Indo-Pacific network of minilateral security frameworks

The AUKUS complements other security partnerships in the wider Indo-Pacific, on top of them, the QUAD: Quadrilateral Security Dialogue, which is comprised of four countries, the US, Japan, Australia, and India. The Quad held two summit meetings during the year 2021, one in March, in virtual format, and one in September 24, in person in Washington DC. The next summit meeting in person is expected to be held in Japan in next Spring. The frequency of the summit meetings suggests the centrality and the pivotal nature of this framework of Quad in the new Indo-Pacific century.

Also, the four-countries format is becoming the model in other parts of the world. Minilateralism is a trend of the times, particularly in the field of international security, complementing unfunctional or non-existent multilateral security organizations and countering unilateralism by one of two superpowers.

The scramble for the Indo-Pacific

The United States, two decades after the 9/11, finally keeps the proper distance from the Middle East and is now shifting its strategic focus on the wider Indo-Pacific. Major European countries like the UK, France, Germany, and the Netherlands are passing through the Middle East and scrambling for the Indo-Pacific, searching for creating new partnerships with regional powers in the Indo-Pacific, such as Japan, India and Australia. The EU, as a whole, has now an official Indo-Pacific strategy. The EU adopted a new Indo-Pacific strategy, though it was unfortunately unveiled on September 16, the next day of the dramatic announcement of AUKUS. Even though it was largely unnoticed by the bad timing, the EU document shows its intention to strengthen cooperation with countries in the region.

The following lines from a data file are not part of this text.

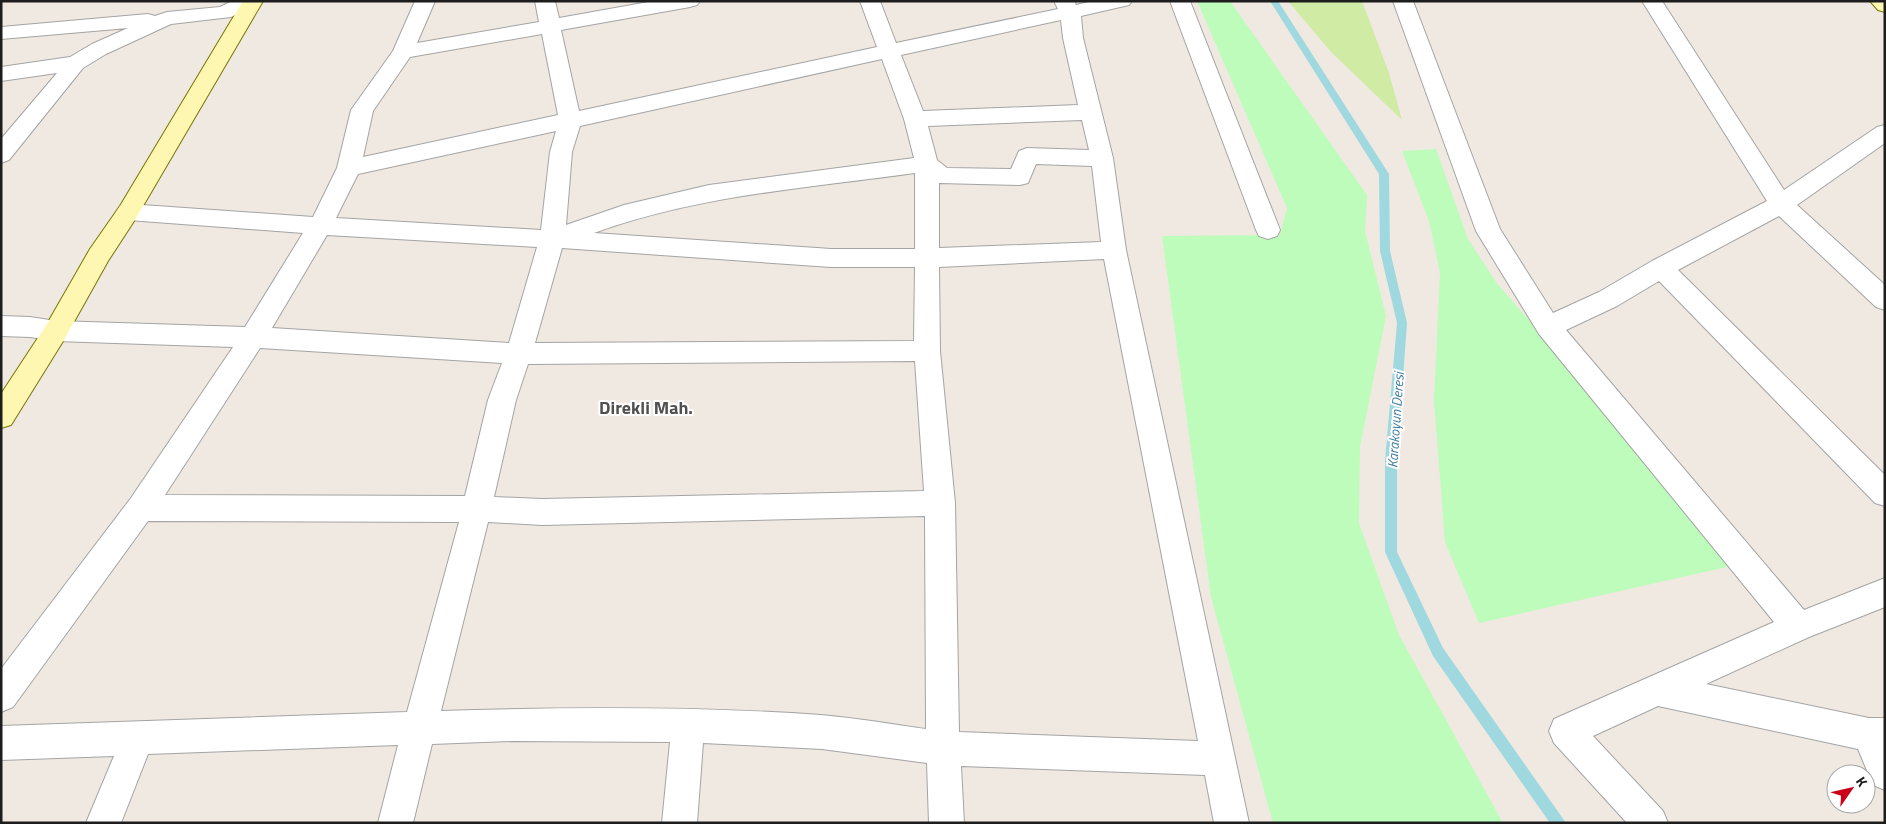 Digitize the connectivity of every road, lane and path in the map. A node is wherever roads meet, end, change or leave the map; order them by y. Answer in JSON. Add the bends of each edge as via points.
{"nodes":[{"id":1,"x":248,"y":1,"type":"edge"},
{"id":2,"x":253,"y":1,"type":"edge"},
{"id":3,"x":425,"y":1,"type":"edge"},
{"id":4,"x":545,"y":1,"type":"edge"},
{"id":5,"x":690,"y":1,"type":"edge"},
{"id":6,"x":870,"y":1,"type":"edge"},
{"id":7,"x":1122,"y":1,"type":"edge"},
{"id":8,"x":1180,"y":1,"type":"edge"},
{"id":9,"x":1403,"y":1,"type":"edge"},
{"id":10,"x":1652,"y":1,"type":"edge"},
{"id":11,"x":1880,"y":1,"type":"edge"},
{"id":12,"x":1885,"y":6,"type":"edge"},
{"id":13,"x":1068,"y":7,"type":"edge"},
{"id":14,"x":167,"y":18,"type":"junction"},
{"id":15,"x":551,"y":26,"type":"junction"},
{"id":16,"x":1,"y":33,"type":"edge"},
{"id":17,"x":887,"y":51,"type":"junction"},
{"id":18,"x":403,"y":52,"type":"junction"},
{"id":19,"x":76,"y":63,"type":"junction"},
{"id":20,"x":1,"y":74,"type":"edge"},
{"id":21,"x":1091,"y":112,"type":"junction"},
{"id":22,"x":915,"y":119,"type":"junction"},
{"id":23,"x":570,"y":120,"type":"junction"},
{"id":24,"x":1885,"y":132,"type":"edge"},
{"id":25,"x":1,"y":155,"type":"edge"},
{"id":26,"x":1102,"y":158,"type":"junction"},
{"id":27,"x":928,"y":164,"type":"junction"},
{"id":28,"x":349,"y":168,"type":"junction"},
{"id":29,"x":1781,"y":204,"type":"junction"},
{"id":30,"x":128,"y":212,"type":"junction"},
{"id":31,"x":320,"y":226,"type":"junction"},
{"id":32,"x":1268,"y":230,"type":"dead end"},
{"id":33,"x":552,"y":239,"type":"junction"},
{"id":34,"x":1114,"y":250,"type":"junction"},
{"id":35,"x":926,"y":258,"type":"junction"},
{"id":36,"x":1661,"y":268,"type":"junction"},
{"id":37,"x":1885,"y":300,"type":"edge"},
{"id":38,"x":1,"y":326,"type":"edge"},
{"id":39,"x":1548,"y":327,"type":"junction"},
{"id":40,"x":56,"y":331,"type":"junction"},
{"id":41,"x":254,"y":337,"type":"junction"},
{"id":42,"x":927,"y":351,"type":"junction"},
{"id":43,"x":520,"y":354,"type":"junction"},
{"id":44,"x":1,"y":417,"type":"edge"},
{"id":45,"x":1885,"y":494,"type":"edge"},
{"id":46,"x":940,"y":503,"type":"junction"},
{"id":47,"x":140,"y":508,"type":"junction"},
{"id":48,"x":477,"y":509,"type":"junction"},
{"id":49,"x":1885,"y":592,"type":"edge"},
{"id":50,"x":1798,"y":627,"type":"junction"},
{"id":51,"x":1656,"y":690,"type":"junction"},
{"id":52,"x":1,"y":696,"type":"edge"},
{"id":53,"x":688,"y":726,"type":"junction"},
{"id":54,"x":420,"y":728,"type":"junction"},
{"id":55,"x":1877,"y":735,"type":"edge"},
{"id":56,"x":138,"y":739,"type":"junction"},
{"id":57,"x":1,"y":743,"type":"edge"},
{"id":58,"x":943,"y":748,"type":"junction"},
{"id":59,"x":1218,"y":759,"type":"junction"},
{"id":60,"x":1885,"y":774,"type":"edge"},
{"id":61,"x":103,"y":823,"type":"edge"},
{"id":62,"x":394,"y":823,"type":"edge"},
{"id":63,"x":679,"y":823,"type":"edge"},
{"id":64,"x":947,"y":823,"type":"edge"},
{"id":65,"x":1232,"y":823,"type":"edge"},
{"id":66,"x":1652,"y":823,"type":"edge"}],
"edges":[{"from":1,"to":14,"type":"street","via":[[224,13]]},
{"from":2,"to":30,"type":"main road"},
{"from":3,"to":18,"type":"street"},
{"from":4,"to":15,"type":"street"},
{"from":5,"to":15,"type":"street"},
{"from":6,"to":17,"type":"street"},
{"from":7,"to":13,"type":"street"},
{"from":8,"to":32,"type":"street"},
{"from":9,"to":39,"type":"street","via":[[1488,230]]},
{"from":10,"to":29,"type":"street"},
{"from":11,"to":12,"type":"main road"},
{"from":13,"to":17,"type":"street"},
{"from":13,"to":21,"type":"street"},
{"from":14,"to":16,"type":"street"},
{"from":14,"to":19,"type":"street"},
{"from":15,"to":18,"type":"street"},
{"from":15,"to":23,"type":"street"},
{"from":17,"to":22,"type":"street"},
{"from":17,"to":23,"type":"street"},
{"from":18,"to":28,"type":"street","via":[[362,110]]},
{"from":19,"to":20,"type":"street"},
{"from":19,"to":25,"type":"street"},
{"from":21,"to":22,"type":"street"},
{"from":21,"to":26,"type":"street"},
{"from":22,"to":27,"type":"street"},
{"from":23,"to":28,"type":"street"},
{"from":23,"to":33,"type":"street","via":[[560,152]]},
{"from":24,"to":29,"type":"street"},
{"from":26,"to":27,"type":"street","via":[[1027,156],[1020,177],[942,176]]},
{"from":26,"to":34,"type":"street"},
{"from":27,"to":33,"type":"street","via":[[709,193],[624,213]]},
{"from":27,"to":35,"type":"street"},
{"from":28,"to":31,"type":"street"},
{"from":29,"to":36,"type":"street"},
{"from":29,"to":37,"type":"street"},
{"from":30,"to":31,"type":"street"},
{"from":30,"to":40,"type":"main road","via":[[99,255]]},
{"from":31,"to":33,"type":"street"},
{"from":31,"to":41,"type":"street"},
{"from":33,"to":35,"type":"street","via":[[831,258]]},
{"from":33,"to":43,"type":"street"},
{"from":34,"to":35,"type":"street"},
{"from":34,"to":59,"type":"street"},
{"from":35,"to":42,"type":"street"},
{"from":36,"to":39,"type":"street","via":[[1608,299]]},
{"from":36,"to":45,"type":"street"},
{"from":38,"to":40,"type":"street"},
{"from":39,"to":50,"type":"street"},
{"from":40,"to":41,"type":"street"},
{"from":40,"to":44,"type":"main road"},
{"from":41,"to":43,"type":"street"},
{"from":41,"to":47,"type":"street"},
{"from":42,"to":43,"type":"street"},
{"from":42,"to":46,"type":"street"},
{"from":43,"to":48,"type":"street","via":[[502,400]]},
{"from":46,"to":48,"type":"street","via":[[542,512]]},
{"from":46,"to":58,"type":"street"},
{"from":47,"to":48,"type":"street"},
{"from":47,"to":52,"type":"street"},
{"from":48,"to":54,"type":"street"},
{"from":49,"to":50,"type":"street"},
{"from":50,"to":51,"type":"street"},
{"from":51,"to":55,"type":"street"},
{"from":51,"to":66,"type":"street","via":[[1566,731]]},
{"from":53,"to":54,"type":"street"},
{"from":53,"to":58,"type":"street","via":[[822,732]]},
{"from":53,"to":63,"type":"street"},
{"from":54,"to":56,"type":"street"},
{"from":54,"to":62,"type":"street"},
{"from":55,"to":60,"type":"street"},
{"from":56,"to":57,"type":"street"},
{"from":56,"to":61,"type":"street"},
{"from":58,"to":59,"type":"street"},
{"from":58,"to":64,"type":"street"},
{"from":59,"to":65,"type":"street"}]} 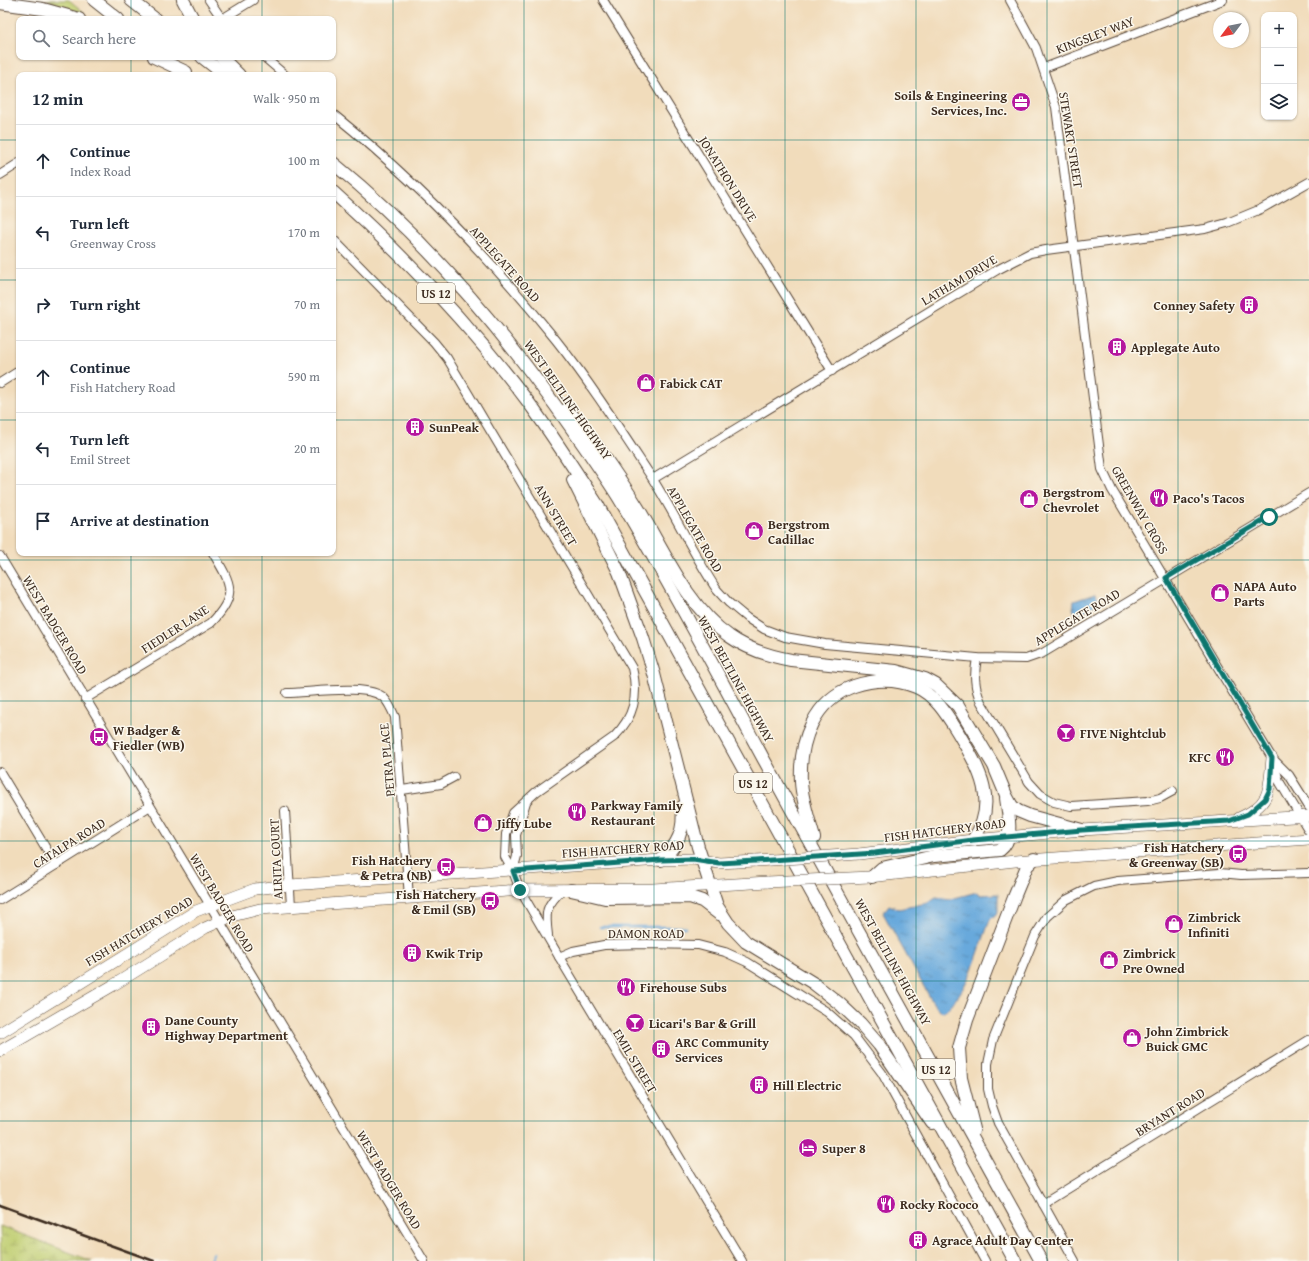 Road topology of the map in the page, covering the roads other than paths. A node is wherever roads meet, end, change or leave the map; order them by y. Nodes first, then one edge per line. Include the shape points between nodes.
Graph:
1 (94, 0) edge
2 (131, 0) edge
3 (183, 0) edge
4 (209, 0) edge
5 (253, 0) edge
6 (603, 0) edge
7 (1010, 0) edge
8 (1223, 0) edge
9 (2, 4) edge
10 (68, 16) edge
11 (114, 16) edge
12 (151, 16) edge
13 (191, 16) edge
14 (220, 16) edge
15 (227, 16) edge
16 (160, 60) edge
17 (170, 60) edge
18 (206, 60) edge
19 (224, 60) edge
20 (268, 60) edge
21 (1044, 68) junction
22 (184, 72) edge
23 (185, 72) edge
24 (221, 72) edge
25 (236, 72) edge
26 (282, 72) edge
27 (336, 116) edge
28 (336, 164) edge
29 (16, 165) edge
30 (0, 174) edge
31 (1309, 182) edge
32 (336, 195) edge
33 (336, 242) edge
34 (1074, 245) junction
35 (514, 348) junction
36 (832, 371) junction
37 (16, 373) edge
38 (0, 383) edge
39 (529, 403) junction
40 (653, 479) junction
41 (1309, 493) edge
42 (0, 556) edge
43 (215, 556) edge
44 (1166, 578) junction
45 (977, 658) junction
46 (287, 693) dead end
47 (85, 699) junction
48 (668, 731) junction
49 (1272, 758) junction
50 (1, 775) edge
51 (454, 777) dead end
52 (402, 790) junction
53 (1173, 791) dead end
54 (1006, 795) junction
55 (150, 806) junction
56 (1309, 807) edge
57 (285, 811) dead end
58 (1305, 816) edge
59 (1229, 821) junction
60 (1082, 830) junction
61 (1309, 831) edge
62 (1009, 837) junction
63 (1309, 839) edge
64 (973, 840) junction
65 (819, 856) junction
66 (1034, 859) junction
67 (661, 860) junction
68 (703, 860) junction
69 (56, 865) junction
70 (513, 871) junction
71 (1309, 873) edge
72 (871, 877) junction
73 (408, 878) junction
74 (290, 885) junction
75 (710, 885) junction
76 (567, 889) junction
77 (520, 890) junction
78 (409, 897) junction
79 (0, 900) edge
80 (210, 905) junction
81 (291, 906) junction
82 (220, 921) junction
83 (728, 923) junction
84 (548, 938) junction
85 (559, 957) junction
86 (0, 1033) edge
87 (1309, 1040) edge
88 (0, 1051) edge
89 (978, 1147) junction
90 (966, 1171) junction
91 (1043, 1204) junction
92 (424, 1261) edge
93 (742, 1261) edge
94 (985, 1261) edge
95 (1015, 1261) edge
96 (1041, 1261) edge
97 (1074, 1261) edge

1 - 11 highway
2 - 12 highway
3 - 13 highway
4 - 14 street
5 - 15 street
6 - 36 street, JONATHON DRIVE
7 - 21 street, STEWART STREET
8 - 21 street, KINGSLEY WAY
9 - 10 highway via 43,9
16 - 22 highway
17 - 23 highway
18 - 24 highway
19 - 25 highway
20 - 26 street
21 - 34 street, STEWART STREET via 1056,107
27 - 40 street, APPLEGATE ROAD via 372,146 444,214 495,269 561,347
28 - 35 highway, WEST BELTLINE HIGHWAY / US 12 via 366,189 469,296
29 - 30 street
31 - 34 street, LATHAM DRIVE via 1261,209 1205,229
32 - 39 highway, US 12 via 449,306
33 - 70 street, ANN STREET via 429,336 446,358 632,668 636,694 624,727 614,737 543,787 513,813 506,834 505,857
34 - 36 street, LATHAM DRIVE via 1030,253 997,270
34 - 44 street, GREENWAY CROSS via 1101,463 1112,490
35 - 54 highway via 599,450 637,506 696,604 724,632 752,649 774,657 896,670 930,682 958,706 994,766
35 - 65 highway, WEST BELTLINE HIGHWAY / US 12 via 617,496
36 - 40 street, LATHAM DRIVE
37 - 38 street
39 - 48 highway via 581,495 619,572 654,674
39 - 90 highway, US 12 via 597,504 621,545
40 - 45 street, APPLEGATE ROAD via 717,590 747,618 764,629 785,637 825,644
41 - 44 street, APPLEGATE ROAD
42 - 47 street, WEST BADGER ROAD
43 - 47 street, FIEDLER LANE via 229,583 229,597 224,610 211,623
44 - 45 street, APPLEGATE ROAD via 1043,653 1026,659
44 - 49 street, GREENWAY CROSS
45 - 53 street via 974,674 981,702 1029,782 1040,794 1054,802 1071,806 1148,801
46 - 52 street, PETRA PLACE via 354,689 372,691 384,697 395,717
47 - 55 street, WEST BADGER ROAD
48 - 67 highway via 683,822 678,840
48 - 68 highway
49 - 56 street, GREENWAY CROSS via 1289,775
49 - 58 street, GREENWAY CROSS via 1279,781
49 - 59 main road via 1270,789 1265,799 1248,814
50 - 69 street
51 - 52 street via 441,784
52 - 73 street, PETRA PLACE
54 - 60 highway via 1018,811
54 - 62 highway
55 - 69 street, CATALPA ROAD
55 - 80 street, WEST BADGER ROAD
57 - 74 street, ALRITA COURT
58 - 59 main road, FISH HATCHERY ROAD
58 - 61 street, GREENWAY CROSS
59 - 60 main road, FISH HATCHERY ROAD
60 - 62 main road, FISH HATCHERY ROAD
62 - 64 main road, FISH HATCHERY ROAD
62 - 72 highway via 1000,850 934,856 882,868
63 - 66 main road
64 - 65 highway via 982,826 984,791 976,765 952,723 940,706 918,688 902,682 874,681 847,689 835,696 817,714 806,734 802,749 801,782
64 - 68 main road, FISH HATCHERY ROAD, bridge via 859,854 719,863
65 - 89 highway, WEST BELTLINE HIGHWAY / US 12
66 - 72 main road
66 - 89 highway via 1027,866 1015,895 967,1020 959,1048 961,1078
67 - 68 main road, FISH HATCHERY ROAD
67 - 70 main road, FISH HATCHERY ROAD
68 - 75 highway
69 - 79 street, CATALPA ROAD
70 - 73 main road, FISH HATCHERY ROAD
70 - 77 street, EMIL STREET
71 - 91 street via 1220,873 1118,881 1084,890 1066,900 1047,917 1025,957 993,1040 988,1064 988,1089 998,1123
72 - 75 main road, bridge
73 - 74 main road, FISH HATCHERY ROAD
73 - 78 street, PETRA PLACE
74 - 80 main road, FISH HATCHERY ROAD via 255,889
74 - 81 street, ALRITA COURT
75 - 76 main road via 653,889
75 - 83 highway via 717,906
76 - 77 main road
76 - 83 highway via 605,898 690,897 708,905
76 - 84 street via 553,898 548,906
77 - 78 main road
77 - 84 street, EMIL STREET
78 - 81 main road
80 - 82 street, WEST BADGER ROAD
80 - 86 main road, FISH HATCHERY ROAD via 196,911
81 - 82 main road via 260,908
82 - 88 main road
82 - 92 street, WEST BADGER ROAD
83 - 90 highway via 746,942 813,983 860,1023 879,1045
84 - 85 street, EMIL STREET
85 - 93 street, EMIL STREET
85 - 94 street, DAMON ROAD via 573,951 604,945 698,946 734,956 760,969 827,1012 862,1046 891,1088
87 - 91 street, BRYANT ROAD
89 - 96 highway, WEST BELTLINE HIGHWAY / US 12
90 - 95 highway, US 12
91 - 97 street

Middle East in the Indo-Pacific in 2022

The development which must attract attention the most in the year 2022 is the further focus on the Indo-Pacific which would eventually encompass even the Middle East. The Middle East regional powers may follow the trend of minilateralism in the field of international security and multiply the centripetal force toward the Indo-Pacific. The so-called Middle Eastern Quad which consists of the United States, Israel, UAE and India is one of the precursors of this development which might unfold during the year 2022.